Thanks Mark. What's the reason for moving the directory set-up into submit_cycle.sh? Let me know when you've pushed something that you want me to look at.

mark-a-potts commented 1 year ago

@ClaraDraper-NOAA The changes are in place now. The do_submit_cycle.sh script defaults to using settings_DA_cycle_gdas, but will also work with settings_DA_cycle_era5 (using 2020/21 data). Any other settings files may need to be tweaked, but haven't been tested.

ClaraDraper-NOAA commented 1 year ago

What's the reason for moving the directory set-up into submit_cycle.sh?

mark-a-potts commented 1 year ago

Subdirectories were being created in submit_cycle.sh as well as top level in do_submit_cycle.sh, so the creation was all consolidated.
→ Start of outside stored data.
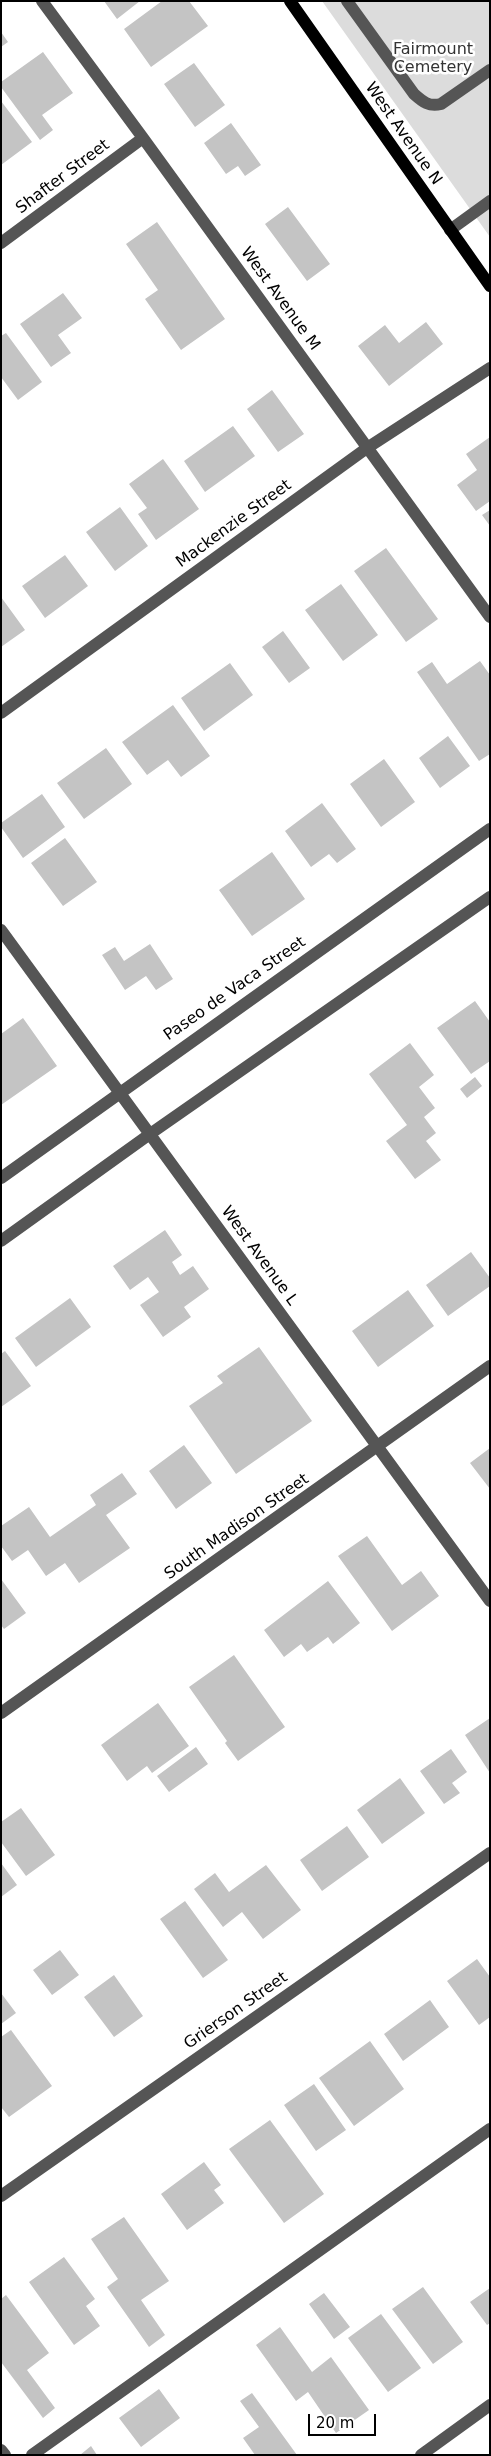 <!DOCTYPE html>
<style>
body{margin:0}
#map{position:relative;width:491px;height:2456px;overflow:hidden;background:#fff;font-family:"DejaVu Sans",sans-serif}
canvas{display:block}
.frame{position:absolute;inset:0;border:2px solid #000;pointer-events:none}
.scale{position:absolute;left:308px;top:2414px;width:68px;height:22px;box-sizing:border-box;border:2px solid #000;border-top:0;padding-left:6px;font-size:15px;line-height:18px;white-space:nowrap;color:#000;-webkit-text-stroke:4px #fff;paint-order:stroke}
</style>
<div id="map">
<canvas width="491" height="2456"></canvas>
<div class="frame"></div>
<div class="scale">20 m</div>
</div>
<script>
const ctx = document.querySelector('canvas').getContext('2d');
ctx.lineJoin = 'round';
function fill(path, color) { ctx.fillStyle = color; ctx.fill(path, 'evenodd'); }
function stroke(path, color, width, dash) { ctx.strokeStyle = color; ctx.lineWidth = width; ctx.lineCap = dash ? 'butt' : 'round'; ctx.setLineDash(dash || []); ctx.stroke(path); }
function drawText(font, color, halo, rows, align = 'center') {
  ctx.font = font + ' "DejaVu Sans",sans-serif'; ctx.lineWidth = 5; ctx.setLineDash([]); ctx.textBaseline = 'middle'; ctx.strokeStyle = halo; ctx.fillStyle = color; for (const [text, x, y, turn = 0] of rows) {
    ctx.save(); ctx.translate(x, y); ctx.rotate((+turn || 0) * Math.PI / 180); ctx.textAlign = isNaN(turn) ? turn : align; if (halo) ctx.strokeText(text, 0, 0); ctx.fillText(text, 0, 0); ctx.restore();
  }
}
const green = new Path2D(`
 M322,1H490V237Z`);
const building = new Path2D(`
 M104,1H140L117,19Z
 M162,1H189L208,26L151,67L124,29Z
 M1,32L8,42L1,47Z
 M43,52L73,93L42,115L53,130L40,140L1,87V82Z
 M194,63L225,105L195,127L164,84Z
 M1,101L32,142L1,165Z
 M231,123L261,165L245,176L238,166L226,174L204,143Z
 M288,207L330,264L307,281L265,224Z
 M157,222L225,319L181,350L145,299L158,290L126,244Z
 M63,293L82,318L58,335L71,353L51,367L20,324Z
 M426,322L443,344L389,386L358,346L385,325L399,343Z
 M6,333L42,382L18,400L1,377V336Z
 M272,390L304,434L278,452L247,409Z
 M233,426L255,456L205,492L184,461Z
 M490,437V501L476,511L457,485L477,470L466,454Z
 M163,459L199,509L156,540L138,514L147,508L129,484Z
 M120,507L148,546L115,571L86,532Z
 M490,510V526L482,515Z
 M386,548L438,619L406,642L354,571Z
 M65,555L88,586L45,618L22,586Z
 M341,584L378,635L343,661L305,610Z
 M1,597L25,630L1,647Z
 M283,631L310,668L289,683L262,647Z
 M480,661L490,675V754L479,761L417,672L432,662L447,684Z
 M230,663L253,695L204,731L181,698Z
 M173,705L210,756L181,777L168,760L147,775L122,742Z
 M448,736L470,766L440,788L419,758Z
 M106,748L132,784L84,819L57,783Z
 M384,759L415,802L381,827L350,784Z
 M42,794L65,827L23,858L1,827V823Z
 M322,803L356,849L337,863L329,854L311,867L285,831Z
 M65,838L97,882L63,906L31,863Z
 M272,852L305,899L252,936L219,890Z
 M150,944L173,979L156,990L146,976L125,990L102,955L115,947L124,961Z
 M475,1001L490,1022V1061L471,1074L437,1028Z
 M23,1018L57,1066L1,1105V1034Z
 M410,1043L434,1075L419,1087L435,1108L424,1117L436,1133L426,1141L441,1160L415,1179L386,1141L407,1125L369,1074Z
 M475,1077L482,1086L467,1098L460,1089Z
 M165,1230L182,1255L172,1262L180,1275L193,1266L209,1289L184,1307L191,1317L163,1337L140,1305L159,1292L148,1277L130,1290L113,1266Z
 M471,1252L490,1278V1286L448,1316L426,1285Z
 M408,1290L434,1326L378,1367L352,1331Z
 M70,1298L91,1327L36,1367L15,1338Z
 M259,1347L312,1421L236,1474L189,1406L223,1383L217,1376Z
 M5,1351L31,1386L1,1407V1354Z
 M184,1445L212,1483L176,1509L149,1471Z
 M490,1448V1489L470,1463Z
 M122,1473L137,1494L106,1515L130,1548L79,1583L65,1563L46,1576L28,1550L12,1561L1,1546V1526L29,1507L50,1537L96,1505L90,1495Z
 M367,1536L402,1585L421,1571L439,1596L392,1631L338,1556Z
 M1,1579L26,1613L4,1629L1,1625Z
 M328,1581L360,1623L333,1644L328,1637L307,1652L301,1644L284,1657L264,1630Z
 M234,1655L285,1727L238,1761L225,1743L227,1741L189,1687Z
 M158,1703L189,1746L152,1773L147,1766L127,1781L101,1745Z
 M490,1718V1773L465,1735Z
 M196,1747L208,1764L169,1792L157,1776Z
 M451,1749L467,1772L452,1783L460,1793L444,1804L420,1771Z
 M400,1778L425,1813L382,1844L357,1810Z
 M21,1808L55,1855L26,1876L1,1842V1822Z
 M347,1826L369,1857L322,1891L300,1860Z
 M1,1863L17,1885L1,1897Z
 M266,1865L301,1910L263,1939L242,1912L223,1927L194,1889L215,1873L229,1892Z
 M185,1901L228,1960L203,1978L160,1919Z
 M60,1950L79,1975L52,1995L33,1970Z
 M477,1959L490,1977V2017L479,2025L447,1981Z
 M114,1975L143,2016L114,2037L84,1997Z
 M1,1993L16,2013L1,2024Z
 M430,2000L449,2027L403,2061L384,2034Z
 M11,2030L52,2086L9,2117L1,2107V2037Z
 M370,2041L404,2089L354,2126L319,2078Z
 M314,2084L346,2130L316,2151L284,2105Z
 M270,2120L324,2194L284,2223L229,2149Z
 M204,2162L221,2185L214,2190L224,2203L187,2230L161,2194Z
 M124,2217L169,2281L141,2300L165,2335L149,2347L107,2287L118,2279L91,2239Z
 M64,2257L95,2299L86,2306L100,2326L74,2345L29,2282Z
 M423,2287L463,2342L433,2364L392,2309Z
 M490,2288V2323L487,2325L470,2302Z
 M324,2293L350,2327L334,2339L309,2304Z
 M6,2295L49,2353L27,2370L55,2408L43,2418L1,2362V2299Z
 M381,2314L421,2368L388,2392L348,2338Z
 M280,2327L312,2372L331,2357L369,2410L336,2433L308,2392L296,2401L256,2345Z
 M159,2389L180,2418L141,2447L119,2418Z
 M252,2393L297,2455H255L243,2438L259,2427L240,2401Z
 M91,2446L97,2455H80Z`);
const minor = new Path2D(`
 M42,1L143,138L490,617
 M347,1L414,94C423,102 429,107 441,104L490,70
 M450,230L490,201
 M1,243L143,138
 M1,713L367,448L490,368
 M1,930L490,1601
 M1,1178L490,829
 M1,1241L150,1134L490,897
 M1,1713L490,1366
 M1,2196L490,1853
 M1,2450L5,2455
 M32,2455L490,2129
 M421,2455L490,2405`);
const major = new Path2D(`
 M290,1L490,286`);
const parkNames = [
 ["Fairmount",433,50],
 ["Cemetery",433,68]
];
const streetNames = [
 ["West Avenue N",403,134,55],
 ["Shafter Street",63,177,-37],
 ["West Avenue M",280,299,54],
 ["Mackenzie Street",234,524,-36],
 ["Paseo de Vaca Street",235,989,-35],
 ["West Avenue L",259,1256,54],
 ["South Madison Street",237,1527,-35],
 ["Grierson Street",236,2011,-35]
];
fill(green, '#dcdcdc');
fill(building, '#c4c4c4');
stroke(minor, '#555', 12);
stroke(major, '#000', 12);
drawText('16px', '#333', '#fff', parkNames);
drawText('16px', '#000', '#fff', streetNames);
</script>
ClaraDraper-NOAA commented 1 year ago

Subdirectories were being created in submit_cycle.sh as well as top level in do_submit_cycle.sh, so the creation was all consolidated.

In my original submit_cycle.sh there are no directories created. I will do a formal review later today, but unless there's a reason it needs to be moved, I going to ask you to move all of the directory creation back to do_submit_cycle.sh. I'm trying to minimize the code changes, to make it easier to merge.